I am trying to learn graphx on from this code click here in GitHub
On the spark-shell, when I try this:
def parseFlight(str: String): Flight = {
val line = str.split(",")
Flight(line(0), line(1), line(2), line(3), line(4).toInt, line(5).toLong, line(6), line(7).toLong, line(8), line(9).toDouble, line(10).toDouble, line(11).toDouble, line(12).toDouble, line(13).toDouble, line(14).toDouble, line(15).toDouble, line(16).toInt)
}
val textRDD = sc.textFile("/user/user01/data/rita2014jan.csv")
val flightsRDD = textRDD.map(parseFlight).cache()
val airports = flightsRDD.map(flight => (flight.org_id, flight.origin)).distinct
airports.take(1)
I get this exception which points at airports.take(1)
:
java.lang.NumberFormatException: empty String
Can anyone let me know if I'm missing something?

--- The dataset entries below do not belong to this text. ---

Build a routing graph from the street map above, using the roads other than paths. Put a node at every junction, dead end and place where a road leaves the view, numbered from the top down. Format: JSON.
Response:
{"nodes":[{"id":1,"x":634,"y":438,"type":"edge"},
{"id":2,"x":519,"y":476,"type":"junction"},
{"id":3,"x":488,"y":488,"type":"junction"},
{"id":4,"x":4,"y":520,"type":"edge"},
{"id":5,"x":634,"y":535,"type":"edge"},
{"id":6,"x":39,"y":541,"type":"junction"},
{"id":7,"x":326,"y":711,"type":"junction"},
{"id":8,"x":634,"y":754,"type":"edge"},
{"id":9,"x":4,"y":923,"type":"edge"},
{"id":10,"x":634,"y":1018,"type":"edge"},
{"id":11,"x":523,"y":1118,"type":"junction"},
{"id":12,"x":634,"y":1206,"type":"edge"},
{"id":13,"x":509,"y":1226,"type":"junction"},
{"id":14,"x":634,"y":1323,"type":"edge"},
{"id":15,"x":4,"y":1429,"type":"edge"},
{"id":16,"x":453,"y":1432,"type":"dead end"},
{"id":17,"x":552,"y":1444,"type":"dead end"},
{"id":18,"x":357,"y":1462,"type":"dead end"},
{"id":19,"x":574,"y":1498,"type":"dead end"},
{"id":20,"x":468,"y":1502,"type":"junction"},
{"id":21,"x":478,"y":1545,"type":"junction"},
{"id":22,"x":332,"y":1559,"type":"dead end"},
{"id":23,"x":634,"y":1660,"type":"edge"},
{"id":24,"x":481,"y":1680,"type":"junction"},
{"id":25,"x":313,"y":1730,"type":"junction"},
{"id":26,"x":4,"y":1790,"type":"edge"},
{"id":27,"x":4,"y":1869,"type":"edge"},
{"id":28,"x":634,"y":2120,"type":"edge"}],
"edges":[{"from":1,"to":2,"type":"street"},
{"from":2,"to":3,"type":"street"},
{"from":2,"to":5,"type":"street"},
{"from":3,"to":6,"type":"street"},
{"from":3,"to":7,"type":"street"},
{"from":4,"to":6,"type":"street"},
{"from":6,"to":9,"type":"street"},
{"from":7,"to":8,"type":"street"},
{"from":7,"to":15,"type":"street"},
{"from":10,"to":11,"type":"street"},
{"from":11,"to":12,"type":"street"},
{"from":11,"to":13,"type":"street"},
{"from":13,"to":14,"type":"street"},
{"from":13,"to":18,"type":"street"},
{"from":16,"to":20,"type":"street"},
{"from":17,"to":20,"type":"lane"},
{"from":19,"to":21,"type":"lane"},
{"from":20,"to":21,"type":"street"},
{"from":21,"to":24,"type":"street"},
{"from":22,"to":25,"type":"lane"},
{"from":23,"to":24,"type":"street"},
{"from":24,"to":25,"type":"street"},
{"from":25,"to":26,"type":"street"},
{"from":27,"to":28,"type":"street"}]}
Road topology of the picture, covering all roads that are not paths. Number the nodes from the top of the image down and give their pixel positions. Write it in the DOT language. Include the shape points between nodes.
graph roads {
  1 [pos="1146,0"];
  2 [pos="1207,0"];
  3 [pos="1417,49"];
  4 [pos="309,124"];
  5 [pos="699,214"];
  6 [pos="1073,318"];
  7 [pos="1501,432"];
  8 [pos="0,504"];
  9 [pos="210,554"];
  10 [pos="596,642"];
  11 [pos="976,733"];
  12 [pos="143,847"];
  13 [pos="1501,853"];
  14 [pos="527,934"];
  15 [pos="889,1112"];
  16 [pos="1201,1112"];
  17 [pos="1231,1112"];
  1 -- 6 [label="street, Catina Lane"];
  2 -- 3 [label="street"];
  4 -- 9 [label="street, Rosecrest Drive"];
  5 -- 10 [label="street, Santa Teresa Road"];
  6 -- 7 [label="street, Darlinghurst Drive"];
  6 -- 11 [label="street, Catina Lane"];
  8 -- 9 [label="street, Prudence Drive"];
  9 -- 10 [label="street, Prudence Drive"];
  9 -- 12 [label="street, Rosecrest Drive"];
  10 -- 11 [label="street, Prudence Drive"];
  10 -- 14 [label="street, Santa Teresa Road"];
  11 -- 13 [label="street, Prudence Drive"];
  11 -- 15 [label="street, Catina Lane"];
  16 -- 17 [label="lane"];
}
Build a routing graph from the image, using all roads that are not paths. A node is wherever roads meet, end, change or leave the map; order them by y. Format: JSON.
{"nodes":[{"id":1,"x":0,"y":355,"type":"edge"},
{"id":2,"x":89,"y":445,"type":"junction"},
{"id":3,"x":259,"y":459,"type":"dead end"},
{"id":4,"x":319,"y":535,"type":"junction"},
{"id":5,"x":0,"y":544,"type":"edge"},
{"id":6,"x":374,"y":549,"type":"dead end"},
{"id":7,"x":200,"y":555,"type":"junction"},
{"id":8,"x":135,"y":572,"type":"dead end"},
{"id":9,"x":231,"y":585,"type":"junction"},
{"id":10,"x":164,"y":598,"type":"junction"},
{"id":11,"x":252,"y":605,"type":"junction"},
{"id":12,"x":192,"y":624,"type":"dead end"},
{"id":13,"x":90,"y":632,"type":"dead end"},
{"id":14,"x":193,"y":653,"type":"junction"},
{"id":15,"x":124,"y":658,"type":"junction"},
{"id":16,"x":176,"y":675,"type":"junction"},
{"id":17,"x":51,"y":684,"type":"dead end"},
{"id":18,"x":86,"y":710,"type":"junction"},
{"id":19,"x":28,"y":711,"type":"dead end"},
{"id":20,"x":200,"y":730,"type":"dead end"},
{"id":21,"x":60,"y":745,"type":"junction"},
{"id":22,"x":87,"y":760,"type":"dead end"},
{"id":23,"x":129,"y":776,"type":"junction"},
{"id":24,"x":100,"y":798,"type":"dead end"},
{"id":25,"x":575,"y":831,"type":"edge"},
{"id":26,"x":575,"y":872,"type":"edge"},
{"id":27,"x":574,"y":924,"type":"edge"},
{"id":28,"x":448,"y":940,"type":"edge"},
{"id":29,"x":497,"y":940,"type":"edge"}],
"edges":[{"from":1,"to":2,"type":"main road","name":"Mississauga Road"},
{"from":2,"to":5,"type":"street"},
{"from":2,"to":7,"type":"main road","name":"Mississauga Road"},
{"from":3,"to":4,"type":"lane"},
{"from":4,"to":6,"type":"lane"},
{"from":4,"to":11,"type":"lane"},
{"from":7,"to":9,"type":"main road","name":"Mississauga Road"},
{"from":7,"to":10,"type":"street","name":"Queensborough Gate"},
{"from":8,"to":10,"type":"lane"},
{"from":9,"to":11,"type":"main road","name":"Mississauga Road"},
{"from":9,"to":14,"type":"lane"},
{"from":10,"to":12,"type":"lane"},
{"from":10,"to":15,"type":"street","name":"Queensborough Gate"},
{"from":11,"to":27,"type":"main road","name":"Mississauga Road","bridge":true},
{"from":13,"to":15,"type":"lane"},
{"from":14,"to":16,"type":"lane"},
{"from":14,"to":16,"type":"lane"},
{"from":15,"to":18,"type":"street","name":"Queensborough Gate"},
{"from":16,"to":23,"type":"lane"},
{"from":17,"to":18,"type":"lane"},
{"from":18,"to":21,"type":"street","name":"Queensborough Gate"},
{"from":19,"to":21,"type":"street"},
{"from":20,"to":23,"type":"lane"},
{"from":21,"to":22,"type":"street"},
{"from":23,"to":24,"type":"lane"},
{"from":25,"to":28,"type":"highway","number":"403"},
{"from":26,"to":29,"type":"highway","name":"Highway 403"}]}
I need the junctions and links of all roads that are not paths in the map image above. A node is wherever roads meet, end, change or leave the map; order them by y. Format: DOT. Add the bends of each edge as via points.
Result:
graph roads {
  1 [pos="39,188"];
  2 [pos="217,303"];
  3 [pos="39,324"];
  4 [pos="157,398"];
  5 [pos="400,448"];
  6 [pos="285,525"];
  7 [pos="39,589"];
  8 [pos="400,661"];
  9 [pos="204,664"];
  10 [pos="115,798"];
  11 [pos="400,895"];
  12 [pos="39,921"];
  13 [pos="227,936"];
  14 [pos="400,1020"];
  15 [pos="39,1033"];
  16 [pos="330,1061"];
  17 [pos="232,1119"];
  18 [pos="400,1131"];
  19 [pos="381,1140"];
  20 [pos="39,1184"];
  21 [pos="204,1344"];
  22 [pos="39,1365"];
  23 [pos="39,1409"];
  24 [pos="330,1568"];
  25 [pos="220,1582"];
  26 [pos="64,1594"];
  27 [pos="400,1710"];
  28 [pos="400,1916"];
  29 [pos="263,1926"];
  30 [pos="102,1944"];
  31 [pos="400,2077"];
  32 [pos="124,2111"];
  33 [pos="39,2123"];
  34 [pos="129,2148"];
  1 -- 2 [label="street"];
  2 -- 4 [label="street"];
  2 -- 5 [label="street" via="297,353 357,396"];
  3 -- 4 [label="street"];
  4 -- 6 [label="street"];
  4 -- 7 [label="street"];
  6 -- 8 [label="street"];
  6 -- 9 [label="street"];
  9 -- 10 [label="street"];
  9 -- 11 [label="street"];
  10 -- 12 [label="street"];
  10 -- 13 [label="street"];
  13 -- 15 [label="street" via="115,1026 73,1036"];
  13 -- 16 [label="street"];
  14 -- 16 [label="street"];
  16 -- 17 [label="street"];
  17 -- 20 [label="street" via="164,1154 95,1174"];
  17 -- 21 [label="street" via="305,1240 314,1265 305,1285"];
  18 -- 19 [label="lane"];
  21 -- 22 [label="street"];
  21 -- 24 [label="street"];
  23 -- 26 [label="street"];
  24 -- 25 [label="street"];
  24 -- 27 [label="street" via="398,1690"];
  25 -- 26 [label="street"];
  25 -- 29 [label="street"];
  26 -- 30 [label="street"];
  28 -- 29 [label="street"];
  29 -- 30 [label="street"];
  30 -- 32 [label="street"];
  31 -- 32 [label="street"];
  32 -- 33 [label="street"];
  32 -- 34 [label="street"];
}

It most probably comes from a row within your input in which a field you're casting to Double is empty.
The error most likely comes from this function (applied at the begining of the spark pipeline):
def parseFlight(str: String): Flight = {
val line = str.split(",")
Flight(line(0), line(1), line(2), line(3), line(4).toInt, line(5).toLong, line(6), line(7).toLong, line(8), line(9).toDouble, line(10).toDouble, line(11).toDouble, line(12).toDouble, line(13).toDouble, line(14).toDouble, line(15).toDouble, line(16).toInt)
}
At some point a cast .toDouble
is applied on ""
(an empty String).
For instance you can reproduce the same error by doing this:
"aa,,,s".split(",")(2).toDouble
which produces:
java.lang.NumberFormatException: empty String
The error led you to think it comes from the line which contains airports.take(1)
because it's the line which contains the first action
of your pipeline (this is where the laziness of the RDD is lost - as opposed to transformations such as map).